Death toll climbs in Syria protests
Violence sweeping across Syria has killed 25 people, most of them in a battle between troops and a growing force of army defectors who have joined the movement to oust the autocratic president, activists say.
The Arab League, meanwhile, has agreed on the details of economic and diplomatic sanctions against the regime.
The revolt against Bashar Assad's rule began with peaceful protests in mid-March, triggering a brutal crackdown.
The unrest has steadily become bloodier as defectors and some civilians take up arms, prompting the United Nations' human rights chief to refer to it this week as a civil war and urge the international community to protect Syrian civilians.
Sanctions by the United States, the European Union, Turkey and the 22-member Arab League have so far failed to blunt the turmoil, but are leaving Mr Assad's regime increasingly isolated.
Arab League ministers meeting in the Gulf nation of Qatar to finalise the bloc's penalties agreed on a list of 19 Syrian officials subject to a travel ban.

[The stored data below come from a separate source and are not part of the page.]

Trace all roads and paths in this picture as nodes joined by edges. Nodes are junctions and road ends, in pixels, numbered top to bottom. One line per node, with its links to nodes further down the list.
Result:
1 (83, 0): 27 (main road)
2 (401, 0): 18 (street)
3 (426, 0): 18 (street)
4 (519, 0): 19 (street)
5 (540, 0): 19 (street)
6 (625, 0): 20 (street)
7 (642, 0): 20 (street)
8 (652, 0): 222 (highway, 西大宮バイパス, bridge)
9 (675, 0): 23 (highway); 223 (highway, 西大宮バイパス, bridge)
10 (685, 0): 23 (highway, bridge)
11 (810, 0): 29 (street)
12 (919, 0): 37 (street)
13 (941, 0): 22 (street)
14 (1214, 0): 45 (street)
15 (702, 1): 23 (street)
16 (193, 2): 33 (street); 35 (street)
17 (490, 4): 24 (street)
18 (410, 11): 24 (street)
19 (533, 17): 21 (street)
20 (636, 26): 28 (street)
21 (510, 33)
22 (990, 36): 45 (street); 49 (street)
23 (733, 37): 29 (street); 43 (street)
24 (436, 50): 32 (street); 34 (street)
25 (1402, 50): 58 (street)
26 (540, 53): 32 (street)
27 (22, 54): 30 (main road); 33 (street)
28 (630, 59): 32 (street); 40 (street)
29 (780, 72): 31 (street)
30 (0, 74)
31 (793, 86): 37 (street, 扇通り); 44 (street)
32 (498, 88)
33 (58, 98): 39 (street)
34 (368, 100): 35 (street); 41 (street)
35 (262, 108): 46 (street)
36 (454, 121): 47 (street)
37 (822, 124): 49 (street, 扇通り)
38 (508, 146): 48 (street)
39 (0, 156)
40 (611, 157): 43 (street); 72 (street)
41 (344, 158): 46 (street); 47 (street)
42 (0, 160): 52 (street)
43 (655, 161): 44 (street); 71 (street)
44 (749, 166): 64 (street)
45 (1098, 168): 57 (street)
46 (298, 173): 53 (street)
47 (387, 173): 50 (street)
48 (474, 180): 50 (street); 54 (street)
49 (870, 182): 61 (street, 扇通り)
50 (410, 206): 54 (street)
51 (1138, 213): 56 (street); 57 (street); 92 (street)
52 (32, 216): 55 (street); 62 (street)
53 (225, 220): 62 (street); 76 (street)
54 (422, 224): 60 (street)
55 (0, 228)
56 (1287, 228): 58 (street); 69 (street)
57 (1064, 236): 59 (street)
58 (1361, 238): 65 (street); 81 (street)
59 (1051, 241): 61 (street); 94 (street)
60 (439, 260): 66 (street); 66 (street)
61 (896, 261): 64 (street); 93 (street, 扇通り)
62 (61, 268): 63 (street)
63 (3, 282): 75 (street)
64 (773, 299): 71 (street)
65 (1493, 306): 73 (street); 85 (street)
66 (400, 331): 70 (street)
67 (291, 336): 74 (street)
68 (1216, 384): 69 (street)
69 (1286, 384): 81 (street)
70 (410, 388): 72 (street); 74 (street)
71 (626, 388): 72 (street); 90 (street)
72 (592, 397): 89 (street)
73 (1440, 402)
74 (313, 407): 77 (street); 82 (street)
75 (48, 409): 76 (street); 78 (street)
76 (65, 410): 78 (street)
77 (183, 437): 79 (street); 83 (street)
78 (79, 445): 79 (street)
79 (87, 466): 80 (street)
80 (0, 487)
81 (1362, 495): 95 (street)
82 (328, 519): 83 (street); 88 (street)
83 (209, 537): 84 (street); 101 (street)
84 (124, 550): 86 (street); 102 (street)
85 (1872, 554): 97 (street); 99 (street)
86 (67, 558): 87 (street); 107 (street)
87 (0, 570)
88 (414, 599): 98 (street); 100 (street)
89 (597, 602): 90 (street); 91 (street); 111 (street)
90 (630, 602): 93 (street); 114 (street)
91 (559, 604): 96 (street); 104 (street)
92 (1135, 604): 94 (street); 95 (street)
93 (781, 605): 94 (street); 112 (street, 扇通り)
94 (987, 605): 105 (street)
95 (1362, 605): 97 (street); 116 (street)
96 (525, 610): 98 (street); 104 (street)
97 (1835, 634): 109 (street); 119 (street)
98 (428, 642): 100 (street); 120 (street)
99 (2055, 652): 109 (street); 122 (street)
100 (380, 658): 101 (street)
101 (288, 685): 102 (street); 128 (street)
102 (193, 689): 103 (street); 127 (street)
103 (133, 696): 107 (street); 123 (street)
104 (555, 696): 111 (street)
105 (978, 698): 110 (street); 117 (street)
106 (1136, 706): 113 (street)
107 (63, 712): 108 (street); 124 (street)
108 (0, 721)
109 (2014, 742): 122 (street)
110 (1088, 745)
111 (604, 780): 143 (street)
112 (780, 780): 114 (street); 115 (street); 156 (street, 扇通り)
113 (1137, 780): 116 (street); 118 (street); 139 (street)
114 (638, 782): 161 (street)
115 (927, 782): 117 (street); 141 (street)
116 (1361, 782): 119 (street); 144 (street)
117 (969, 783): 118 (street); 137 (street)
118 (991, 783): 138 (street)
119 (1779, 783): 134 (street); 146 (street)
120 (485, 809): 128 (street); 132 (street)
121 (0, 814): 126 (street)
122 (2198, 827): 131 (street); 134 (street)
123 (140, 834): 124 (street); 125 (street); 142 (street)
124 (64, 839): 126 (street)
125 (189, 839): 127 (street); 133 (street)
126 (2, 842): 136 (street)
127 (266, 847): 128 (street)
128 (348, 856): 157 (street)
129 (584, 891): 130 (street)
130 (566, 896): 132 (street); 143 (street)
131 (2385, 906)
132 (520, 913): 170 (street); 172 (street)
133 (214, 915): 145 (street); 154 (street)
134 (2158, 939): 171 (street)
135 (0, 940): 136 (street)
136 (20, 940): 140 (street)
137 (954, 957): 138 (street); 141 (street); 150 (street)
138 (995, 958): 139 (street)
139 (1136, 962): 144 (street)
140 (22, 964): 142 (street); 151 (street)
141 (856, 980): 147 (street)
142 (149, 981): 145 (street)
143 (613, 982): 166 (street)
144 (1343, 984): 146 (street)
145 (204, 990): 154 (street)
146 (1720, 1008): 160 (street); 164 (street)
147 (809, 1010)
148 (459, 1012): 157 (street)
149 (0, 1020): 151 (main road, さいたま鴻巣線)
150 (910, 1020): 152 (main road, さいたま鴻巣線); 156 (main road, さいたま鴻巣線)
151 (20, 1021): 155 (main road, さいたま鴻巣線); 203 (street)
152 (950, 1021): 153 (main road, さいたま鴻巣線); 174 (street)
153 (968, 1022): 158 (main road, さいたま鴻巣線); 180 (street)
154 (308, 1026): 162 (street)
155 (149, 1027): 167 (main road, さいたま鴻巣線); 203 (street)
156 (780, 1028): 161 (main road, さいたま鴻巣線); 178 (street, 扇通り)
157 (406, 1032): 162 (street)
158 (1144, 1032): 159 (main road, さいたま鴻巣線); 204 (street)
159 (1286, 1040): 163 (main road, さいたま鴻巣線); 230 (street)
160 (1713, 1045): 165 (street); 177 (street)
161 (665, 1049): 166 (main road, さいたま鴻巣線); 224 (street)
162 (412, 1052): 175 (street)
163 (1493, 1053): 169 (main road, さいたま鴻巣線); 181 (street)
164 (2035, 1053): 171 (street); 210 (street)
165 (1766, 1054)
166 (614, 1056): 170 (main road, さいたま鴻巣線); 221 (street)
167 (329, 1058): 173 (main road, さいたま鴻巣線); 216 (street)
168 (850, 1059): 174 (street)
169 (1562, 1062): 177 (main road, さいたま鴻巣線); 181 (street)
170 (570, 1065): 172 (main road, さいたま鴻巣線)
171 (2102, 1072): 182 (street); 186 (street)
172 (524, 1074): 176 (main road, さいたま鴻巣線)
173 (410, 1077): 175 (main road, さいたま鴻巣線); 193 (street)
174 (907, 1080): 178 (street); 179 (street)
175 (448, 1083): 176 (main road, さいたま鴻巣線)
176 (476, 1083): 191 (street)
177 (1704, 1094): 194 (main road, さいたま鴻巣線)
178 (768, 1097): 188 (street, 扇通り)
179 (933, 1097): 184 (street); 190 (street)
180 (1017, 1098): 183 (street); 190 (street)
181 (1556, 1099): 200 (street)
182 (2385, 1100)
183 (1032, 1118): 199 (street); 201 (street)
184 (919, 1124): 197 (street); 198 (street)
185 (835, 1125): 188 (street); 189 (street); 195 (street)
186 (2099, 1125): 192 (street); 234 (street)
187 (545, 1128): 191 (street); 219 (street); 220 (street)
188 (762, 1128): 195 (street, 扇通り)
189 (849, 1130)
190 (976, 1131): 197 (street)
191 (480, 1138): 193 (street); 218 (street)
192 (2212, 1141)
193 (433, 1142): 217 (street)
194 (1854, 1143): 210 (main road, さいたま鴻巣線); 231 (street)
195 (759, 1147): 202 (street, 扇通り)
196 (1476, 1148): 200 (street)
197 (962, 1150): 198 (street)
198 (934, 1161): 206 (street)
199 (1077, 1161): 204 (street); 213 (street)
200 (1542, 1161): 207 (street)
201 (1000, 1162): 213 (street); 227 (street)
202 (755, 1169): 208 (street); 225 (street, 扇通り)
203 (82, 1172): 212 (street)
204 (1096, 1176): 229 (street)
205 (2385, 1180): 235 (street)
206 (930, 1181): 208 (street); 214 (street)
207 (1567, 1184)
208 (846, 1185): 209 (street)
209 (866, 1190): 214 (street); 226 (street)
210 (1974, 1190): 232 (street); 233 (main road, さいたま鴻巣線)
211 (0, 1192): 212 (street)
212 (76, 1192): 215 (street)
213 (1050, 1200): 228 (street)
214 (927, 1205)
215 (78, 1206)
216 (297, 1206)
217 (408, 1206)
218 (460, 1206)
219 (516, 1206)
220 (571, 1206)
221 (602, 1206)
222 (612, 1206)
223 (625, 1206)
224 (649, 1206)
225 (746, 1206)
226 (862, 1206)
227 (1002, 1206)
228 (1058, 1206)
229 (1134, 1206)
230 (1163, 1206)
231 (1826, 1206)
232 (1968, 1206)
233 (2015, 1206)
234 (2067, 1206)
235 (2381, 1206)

Among them are Cabinet ministers, intelligence chiefs and security officers, but the list does not include Mr Assad.
Many of the Arab sanctions, which were first announced last Sunday, went into effect immediately, including cutting off transactions with the Syrian central bank, halting Arab government funding for projects in Syria and freezing government assets.
The Arab League also agreed to ban the supply of all weapons to Syria.
The worst violence took place in the restive north western city of Idlib.